Besides, the superiority of imputation over complete case is not restricted to FA, but extend to all kind of analyses. For example, in that case, multiple regression is inefficient, and then nearly 100% of this kind of analyses published in various other journals should be wrong, because they almost never apply imputation. Either because they don't know a thing about it or because it's time consuming. For example, 5 imputation minimum is recommended, but can be higher given the features of your data. But with 5 imputation, you will need to run the analysis five times with each of the imputed data set, and then, average the results, and as is recommended, you should also provide the standard error or CI, or standard deviation, to let the readers know about how much the estimates vary over the imputation. If your estimates vary too much, that may be a problem, a signals that your estimate is not stable, and that maybe, you'll need more imputation, 10, 20, 30, etc. But repeating the analysis 30 times with your 30 dataset is something researchers don't want to do. And I understand that...
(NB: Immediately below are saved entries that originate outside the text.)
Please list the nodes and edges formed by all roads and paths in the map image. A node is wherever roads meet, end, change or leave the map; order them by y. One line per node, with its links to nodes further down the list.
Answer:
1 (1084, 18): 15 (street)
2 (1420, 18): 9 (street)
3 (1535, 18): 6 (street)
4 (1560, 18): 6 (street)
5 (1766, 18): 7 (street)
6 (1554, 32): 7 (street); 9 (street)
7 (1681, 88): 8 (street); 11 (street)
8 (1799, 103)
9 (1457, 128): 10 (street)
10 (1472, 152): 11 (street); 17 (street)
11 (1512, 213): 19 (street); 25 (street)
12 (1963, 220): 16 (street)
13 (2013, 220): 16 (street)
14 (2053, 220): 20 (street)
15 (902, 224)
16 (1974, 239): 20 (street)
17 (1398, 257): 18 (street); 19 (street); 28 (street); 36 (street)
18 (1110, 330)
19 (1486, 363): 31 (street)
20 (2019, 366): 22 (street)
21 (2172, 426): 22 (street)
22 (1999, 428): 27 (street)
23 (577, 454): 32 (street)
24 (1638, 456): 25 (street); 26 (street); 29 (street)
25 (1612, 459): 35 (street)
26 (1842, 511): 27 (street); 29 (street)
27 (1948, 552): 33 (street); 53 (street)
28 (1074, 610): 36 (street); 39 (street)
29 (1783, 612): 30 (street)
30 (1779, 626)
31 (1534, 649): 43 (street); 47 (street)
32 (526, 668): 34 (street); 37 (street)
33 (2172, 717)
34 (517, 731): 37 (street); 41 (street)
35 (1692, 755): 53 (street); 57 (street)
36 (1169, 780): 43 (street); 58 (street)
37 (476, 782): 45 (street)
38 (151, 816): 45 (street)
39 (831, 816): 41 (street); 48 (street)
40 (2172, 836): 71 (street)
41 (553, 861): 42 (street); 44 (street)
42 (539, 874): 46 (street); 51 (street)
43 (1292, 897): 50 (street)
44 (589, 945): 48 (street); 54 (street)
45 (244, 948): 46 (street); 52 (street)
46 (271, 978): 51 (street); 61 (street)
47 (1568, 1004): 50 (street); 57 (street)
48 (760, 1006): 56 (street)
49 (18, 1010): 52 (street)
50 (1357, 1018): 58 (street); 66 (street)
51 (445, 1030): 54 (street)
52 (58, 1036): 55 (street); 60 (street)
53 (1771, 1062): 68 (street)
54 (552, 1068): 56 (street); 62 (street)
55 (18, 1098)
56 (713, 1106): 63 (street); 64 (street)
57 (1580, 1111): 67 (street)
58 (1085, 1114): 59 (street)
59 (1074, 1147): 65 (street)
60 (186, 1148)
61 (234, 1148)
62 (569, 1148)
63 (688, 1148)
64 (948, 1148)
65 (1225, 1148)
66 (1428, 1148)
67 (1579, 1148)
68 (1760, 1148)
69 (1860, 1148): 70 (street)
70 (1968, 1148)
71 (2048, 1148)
Personally, I prefer maximum likelihood (ML) estimation, because multiple imputation (MI) gives me some headache about choosing which kind of MI is good depending on the data you have. If you have AMOS, or R, you can easily use ML.

*****

In your last sentence of your paper, "All datasets and source code is available in the supplementary materials.", it's optional but I recommend you to add "on OpenPsych Forum".
 Reply
#22
Here is my current code. Updated dataset file is attached.

Code:
setwd("Z:/Code/database")
read = read.csv("Megadataset_v1.4.csv")
colnames(read)

library(Hmisc) # for rcorr
library(car) # for scatterplot
library(stats) #for automatic multiple regression
library(psych) #for r.test
library(XLConnect) #writing to xls
library(nFactors) #how many factors to extract
library(mi) #imputation


DF.work = cbind(read["Norway.OutOfWork.2010Q2.men"], #for work data
          read["Norway.OutOfWork.2011Q2.men"],
          read["Norway.OutOfWork.2012Q2.men"],
          read["Norway.OutOfWork.2013Q2.men"],
          read["Norway.OutOfWork.2014Q2.men"],
          read["Norway.OutOfWork.2010Q2.women"],
          read["Norway.OutOfWork.2011Q2.women"],
          read["Norway.OutOfWork.2012Q2.women"],
          read["Norway.OutOfWork.2013Q2.women"],
          read["Norway.OutOfWork.2014Q2.women"])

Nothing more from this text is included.